[Collected data entries]
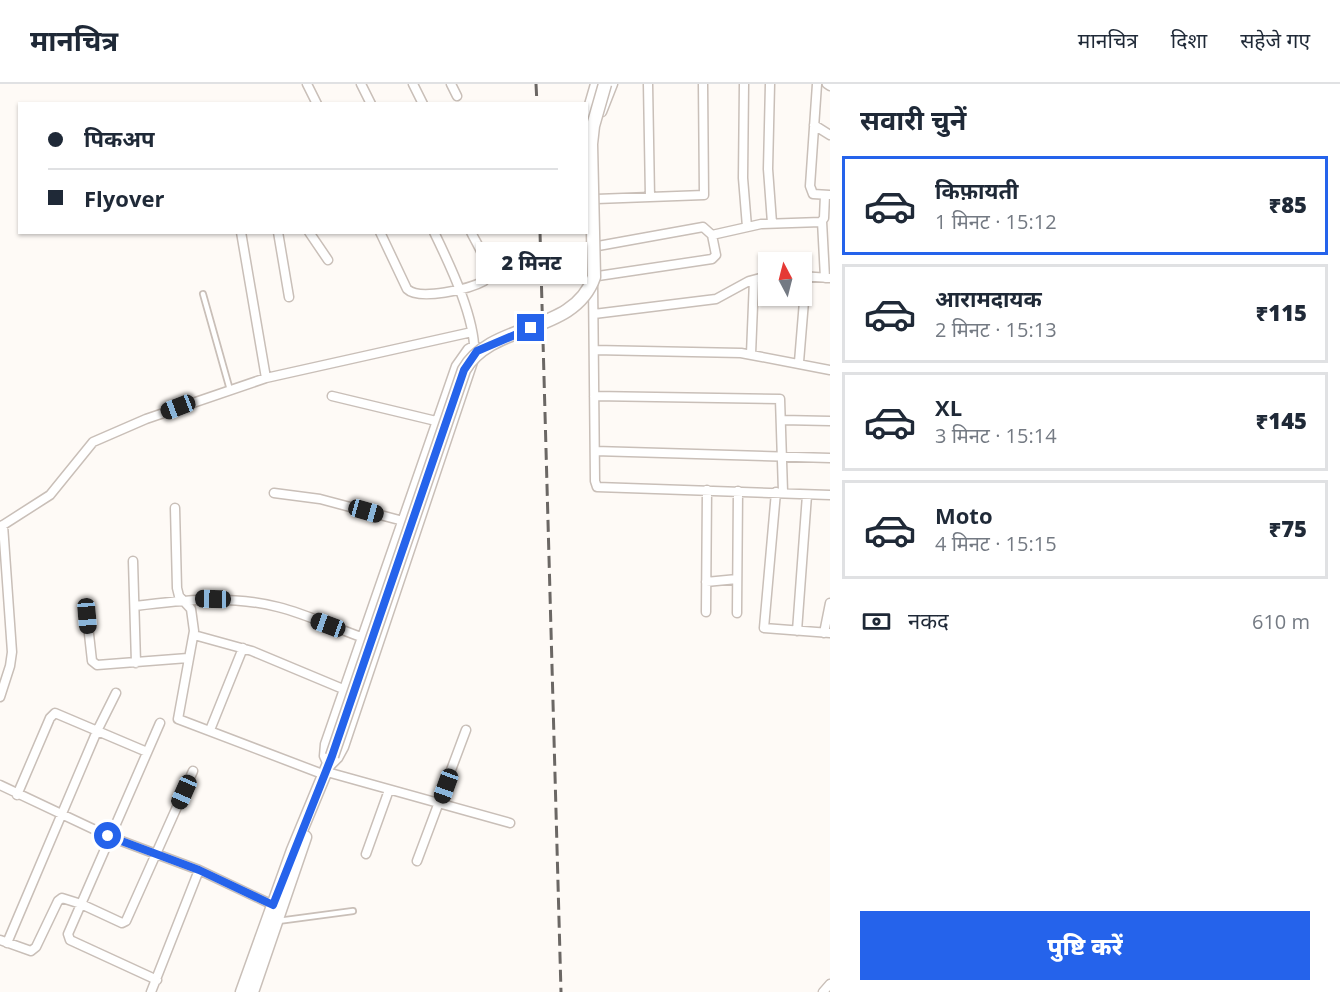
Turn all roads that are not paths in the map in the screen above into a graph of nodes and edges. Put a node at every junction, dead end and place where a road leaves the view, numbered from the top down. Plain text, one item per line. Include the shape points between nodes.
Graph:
1 (307, 84) edge
2 (361, 84) edge
3 (413, 84) edge
4 (451, 84) edge
5 (595, 84) edge
6 (605, 84) edge
7 (614, 84) edge
8 (648, 84) edge
9 (703, 84) edge
10 (744, 84) edge
11 (770, 84) edge
12 (817, 84) edge
13 (457, 96) dead end
14 (316, 102) edge
15 (369, 102) edge
16 (422, 102) edge
17 (588, 108) edge
18 (814, 125) junction
19 (830, 135) edge
20 (827, 195) edge
21 (650, 197) junction
22 (596, 199) junction
23 (822, 221) junction
24 (772, 223) junction
25 (747, 226) junction
26 (241, 234) edge
27 (278, 234) edge
28 (310, 234) edge
29 (381, 234) edge
30 (435, 234) edge
31 (472, 234) edge
32 (588, 234) edge
33 (712, 235) junction
34 (598, 246) junction
35 (328, 260) dead end
36 (598, 276) junction
37 (812, 277) edge
38 (827, 278) edge
39 (758, 279) edge
40 (754, 280) junction
41 (459, 289) junction
42 (203, 294) dead end
43 (594, 295) junction
44 (289, 297) dead end
45 (802, 306) edge
46 (594, 314) junction
47 (472, 332) junction
48 (475, 345) junction
49 (594, 350) junction
50 (751, 354) junction
51 (800, 362) junction
52 (830, 370) edge
53 (266, 378) junction
54 (230, 390) junction
55 (332, 396) dead end
56 (594, 396) junction
57 (782, 420) junction
58 (436, 421) junction
59 (830, 421) edge
60 (595, 452) junction
61 (783, 455) junction
62 (830, 458) edge
63 (706, 490) junction
64 (738, 491) junction
65 (780, 492) junction
66 (274, 493) dead end
67 (807, 495) junction
68 (830, 495) edge
69 (176, 508) dead end
70 (403, 521) junction
71 (2, 526) edge
72 (133, 561) dead end
73 (737, 579) junction
74 (706, 582) junction
75 (183, 600) junction
76 (830, 603) edge
77 (135, 606) junction
78 (706, 612) dead end
79 (737, 613) dead end
80 (87, 616) dead end
81 (797, 631) junction
82 (827, 633) edge
83 (194, 635) junction
84 (361, 637) junction
85 (243, 648) junction
86 (188, 658) junction
87 (136, 663) junction
88 (343, 689) junction
89 (116, 693) dead end
90 (0, 697) edge
91 (160, 723) dead end
92 (210, 730) junction
93 (466, 730) dead end
94 (97, 731) junction
95 (147, 752) junction
96 (328, 767) junction
97 (193, 771) dead end
98 (0, 785) edge
99 (389, 790) junction
100 (17, 795) junction
101 (439, 804) junction
102 (310, 812) junction
103 (62, 816) junction
104 (510, 823) dead end
105 (112, 838) junction
106 (155, 854) junction
107 (366, 854) dead end
108 (417, 861) dead end
109 (199, 870) junction
110 (81, 904) junction
111 (273, 905) junction
112 (353, 912) dead end
113 (278, 921) junction
114 (3, 941) edge
115 (157, 980) junction
116 (830, 984) edge
117 (151, 992) edge
118 (242, 992) edge
119 (252, 992) edge
120 (824, 992) edge

1 - 14 street
2 - 15 street
3 - 16 street
4 - 13 street
5 - 17 street
6 - 96 main road, bridge via 591,144 592,284 578,302 559,315 477,351 464,370
7 - 22 street via 596,135
8 - 21 street
9 - 21 street via 704,195
10 - 25 street
11 - 24 street via 768,170
12 - 18 street
18 - 19 street
18 - 20 street via 810,189 813,194
20 - 23 street
21 - 22 street
22 - 34 street
23 - 24 street
23 - 38 street
24 - 25 street
25 - 33 street
26 - 53 street
27 - 44 street
28 - 35 street
29 - 41 street via 411,293
30 - 41 street
31 - 41 street via 485,260 487,275 482,282
32 - 43 street
33 - 34 street via 703,227
33 - 36 street via 716,255 712,260
34 - 36 street
36 - 43 street
37 - 38 street
39 - 40 street
40 - 46 street via 716,298
40 - 50 street
41 - 47 street
42 - 54 lane
43 - 46 street
45 - 51 street
46 - 49 street
47 - 48 street
47 - 53 street
48 - 58 street via 456,366
48 - 96 street via 473,366 344,747
49 - 50 street
49 - 56 street
50 - 51 street
51 - 52 street
53 - 54 street
54 - 71 street via 93,442 50,495
55 - 58 street
56 - 57 street via 779,399
56 - 60 street
57 - 59 street
57 - 61 street
58 - 70 street
60 - 61 street
60 - 63 street via 595,481 600,489
61 - 62 street
61 - 65 street
63 - 64 street
63 - 74 street
64 - 65 street
64 - 73 street
65 - 67 street
65 - 81 street via 763,626 765,630
66 - 70 street via 320,499
67 - 68 street
67 - 81 street
69 - 75 street via 177,588
70 - 84 street
71 - 90 street via 12,652
72 - 77 street
73 - 74 street
73 - 79 street
74 - 78 street
75 - 77 street
75 - 83 street via 191,609
75 - 84 street via 275,606
76 - 82 street
77 - 87 street
80 - 87 street via 95,664
81 - 82 street
83 - 85 street
83 - 86 street
84 - 88 street
85 - 88 street
85 - 92 street
86 - 87 street
86 - 92 street via 177,716 181,721
88 - 96 street via 323,750
89 - 94 street
91 - 95 street
92 - 96 street
93 - 101 street
94 - 95 street
94 - 100 street via 59,713 52,715
94 - 103 street
95 - 105 street
96 - 99 street
96 - 102 main road
97 - 106 street
98 - 100 street
99 - 101 street
99 - 107 street
100 - 103 street
101 - 104 street
101 - 108 street
102 - 111 main road
102 - 113 main road via 302,853
103 - 105 street
103 - 114 street
105 - 106 street
105 - 110 street
106 - 109 street
106 - 110 street via 124,922
109 - 111 street
109 - 115 street
110 - 114 street via 59,900 31,951
110 - 115 street via 68,932 70,940
111 - 118 main road
112 - 113 lane
113 - 119 main road
115 - 117 street
116 - 120 street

# EXERCISE GOAL
Please repeat the entries above exactly, leaving out any pictures.

# EXERCISE ANSWER
Turn all roads that are not paths in the map in the screen above into a graph of nodes and edges. Put a node at every junction, dead end and place where a road leaves the view, numbered from the top down. Plain text, one item per line. Include the shape points between nodes.
Graph:
1 (307, 84) edge
2 (361, 84) edge
3 (413, 84) edge
4 (451, 84) edge
5 (595, 84) edge
6 (605, 84) edge
7 (614, 84) edge
8 (648, 84) edge
9 (703, 84) edge
10 (744, 84) edge
11 (770, 84) edge
12 (817, 84) edge
13 (457, 96) dead end
14 (316, 102) edge
15 (369, 102) edge
16 (422, 102) edge
17 (588, 108) edge
18 (814, 125) junction
19 (830, 135) edge
20 (827, 195) edge
21 (650, 197) junction
22 (596, 199) junction
23 (822, 221) junction
24 (772, 223) junction
25 (747, 226) junction
26 (241, 234) edge
27 (278, 234) edge
28 (310, 234) edge
29 (381, 234) edge
30 (435, 234) edge
31 (472, 234) edge
32 (588, 234) edge
33 (712, 235) junction
34 (598, 246) junction
35 (328, 260) dead end
36 (598, 276) junction
37 (812, 277) edge
38 (827, 278) edge
39 (758, 279) edge
40 (754, 280) junction
41 (459, 289) junction
42 (203, 294) dead end
43 (594, 295) junction
44 (289, 297) dead end
45 (802, 306) edge
46 (594, 314) junction
47 (472, 332) junction
48 (475, 345) junction
49 (594, 350) junction
50 (751, 354) junction
51 (800, 362) junction
52 (830, 370) edge
53 (266, 378) junction
54 (230, 390) junction
55 (332, 396) dead end
56 (594, 396) junction
57 (782, 420) junction
58 (436, 421) junction
59 (830, 421) edge
60 (595, 452) junction
61 (783, 455) junction
62 (830, 458) edge
63 (706, 490) junction
64 (738, 491) junction
65 (780, 492) junction
66 (274, 493) dead end
67 (807, 495) junction
68 (830, 495) edge
69 (176, 508) dead end
70 (403, 521) junction
71 (2, 526) edge
72 (133, 561) dead end
73 (737, 579) junction
74 (706, 582) junction
75 (183, 600) junction
76 (830, 603) edge
77 (135, 606) junction
78 (706, 612) dead end
79 (737, 613) dead end
80 (87, 616) dead end
81 (797, 631) junction
82 (827, 633) edge
83 (194, 635) junction
84 (361, 637) junction
85 (243, 648) junction
86 (188, 658) junction
87 (136, 663) junction
88 (343, 689) junction
89 (116, 693) dead end
90 (0, 697) edge
91 (160, 723) dead end
92 (210, 730) junction
93 (466, 730) dead end
94 (97, 731) junction
95 (147, 752) junction
96 (328, 767) junction
97 (193, 771) dead end
98 (0, 785) edge
99 (389, 790) junction
100 (17, 795) junction
101 (439, 804) junction
102 (310, 812) junction
103 (62, 816) junction
104 (510, 823) dead end
105 (112, 838) junction
106 (155, 854) junction
107 (366, 854) dead end
108 (417, 861) dead end
109 (199, 870) junction
110 (81, 904) junction
111 (273, 905) junction
112 (353, 912) dead end
113 (278, 921) junction
114 (3, 941) edge
115 (157, 980) junction
116 (830, 984) edge
117 (151, 992) edge
118 (242, 992) edge
119 (252, 992) edge
120 (824, 992) edge

1 - 14 street
2 - 15 street
3 - 16 street
4 - 13 street
5 - 17 street
6 - 96 main road, bridge via 591,144 592,284 578,302 559,315 477,351 464,370
7 - 22 street via 596,135
8 - 21 street
9 - 21 street via 704,195
10 - 25 street
11 - 24 street via 768,170
12 - 18 street
18 - 19 street
18 - 20 street via 810,189 813,194
20 - 23 street
21 - 22 street
22 - 34 street
23 - 24 street
23 - 38 street
24 - 25 street
25 - 33 street
26 - 53 street
27 - 44 street
28 - 35 street
29 - 41 street via 411,293
30 - 41 street
31 - 41 street via 485,260 487,275 482,282
32 - 43 street
33 - 34 street via 703,227
33 - 36 street via 716,255 712,260
34 - 36 street
36 - 43 street
37 - 38 street
39 - 40 street
40 - 46 street via 716,298
40 - 50 street
41 - 47 street
42 - 54 lane
43 - 46 street
45 - 51 street
46 - 49 street
47 - 48 street
47 - 53 street
48 - 58 street via 456,366
48 - 96 street via 473,366 344,747
49 - 50 street
49 - 56 street
50 - 51 street
51 - 52 street
53 - 54 street
54 - 71 street via 93,442 50,495
55 - 58 street
56 - 57 street via 779,399
56 - 60 street
57 - 59 street
57 - 61 street
58 - 70 street
60 - 61 street
60 - 63 street via 595,481 600,489
61 - 62 street
61 - 65 street
63 - 64 street
63 - 74 street
64 - 65 street
64 - 73 street
65 - 67 street
65 - 81 street via 763,626 765,630
66 - 70 street via 320,499
67 - 68 street
67 - 81 street
69 - 75 street via 177,588
70 - 84 street
71 - 90 street via 12,652
72 - 77 street
73 - 74 street
73 - 79 street
74 - 78 street
75 - 77 street
75 - 83 street via 191,609
75 - 84 street via 275,606
76 - 82 street
77 - 87 street
80 - 87 street via 95,664
81 - 82 street
83 - 85 street
83 - 86 street
84 - 88 street
85 - 88 street
85 - 92 street
86 - 87 street
86 - 92 street via 177,716 181,721
88 - 96 street via 323,750
89 - 94 street
91 - 95 street
92 - 96 street
93 - 101 street
94 - 95 street
94 - 100 street via 59,713 52,715
94 - 103 street
95 - 105 street
96 - 99 street
96 - 102 main road
97 - 106 street
98 - 100 street
99 - 101 street
99 - 107 street
100 - 103 street
101 - 104 street
101 - 108 street
102 - 111 main road
102 - 113 main road via 302,853
103 - 105 street
103 - 114 street
105 - 106 street
105 - 110 street
106 - 109 street
106 - 110 street via 124,922
109 - 111 street
109 - 115 street
110 - 114 street via 59,900 31,951
110 - 115 street via 68,932 70,940
111 - 118 main road
112 - 113 lane
113 - 119 main road
115 - 117 street
116 - 120 street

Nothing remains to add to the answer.